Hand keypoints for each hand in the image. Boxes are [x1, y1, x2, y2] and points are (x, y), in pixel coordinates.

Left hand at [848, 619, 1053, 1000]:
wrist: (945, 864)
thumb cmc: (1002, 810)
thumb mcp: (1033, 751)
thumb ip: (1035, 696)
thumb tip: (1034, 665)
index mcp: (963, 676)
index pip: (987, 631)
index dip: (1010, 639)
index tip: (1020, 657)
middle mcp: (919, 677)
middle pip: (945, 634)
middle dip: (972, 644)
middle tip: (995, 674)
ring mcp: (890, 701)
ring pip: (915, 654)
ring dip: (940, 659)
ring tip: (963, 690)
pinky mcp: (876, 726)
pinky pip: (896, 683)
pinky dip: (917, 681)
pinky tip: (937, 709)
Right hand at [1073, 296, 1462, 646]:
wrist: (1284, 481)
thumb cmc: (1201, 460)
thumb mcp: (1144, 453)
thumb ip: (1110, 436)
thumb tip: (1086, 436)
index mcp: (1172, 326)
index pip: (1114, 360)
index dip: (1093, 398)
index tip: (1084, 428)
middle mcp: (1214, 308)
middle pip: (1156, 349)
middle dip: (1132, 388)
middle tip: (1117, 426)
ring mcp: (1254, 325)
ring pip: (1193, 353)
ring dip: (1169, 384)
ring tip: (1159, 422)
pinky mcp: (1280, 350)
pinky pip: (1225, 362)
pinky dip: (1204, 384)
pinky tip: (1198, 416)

• **About this exercise**: Quote exactly and only the lines from the one holding "middle mcp: (919, 677)" through the end of the data.

• **The answer**:
middle mcp: (919, 677)
middle pip: (945, 634)
middle dip: (972, 644)
middle tip: (995, 674)
ring mcp: (890, 701)
ring pip: (915, 654)
ring dip: (940, 659)
ring tip: (963, 690)
pinky mcp: (876, 726)
pinky pip: (896, 683)
pinky dip: (917, 681)
pinky tip: (937, 709)
Right hand at [1073, 296, 1462, 646]:
wrist: (1284, 481)
thumb cmc: (1201, 460)
thumb mcp: (1144, 453)
thumb ip: (1110, 436)
thumb tip: (1086, 436)
index mcp: (1172, 326)
index pip: (1114, 360)
index dip: (1093, 398)
index tip: (1084, 428)
middle mcp: (1214, 308)
middle pip: (1156, 349)
middle dip: (1132, 388)
middle tip: (1117, 426)
ring mcp: (1254, 325)
ring pip: (1193, 353)
ring dip: (1169, 384)
ring tip: (1159, 422)
pinky mcp: (1280, 350)
pinky pip: (1225, 362)
pinky dip: (1204, 384)
pinky tip: (1198, 416)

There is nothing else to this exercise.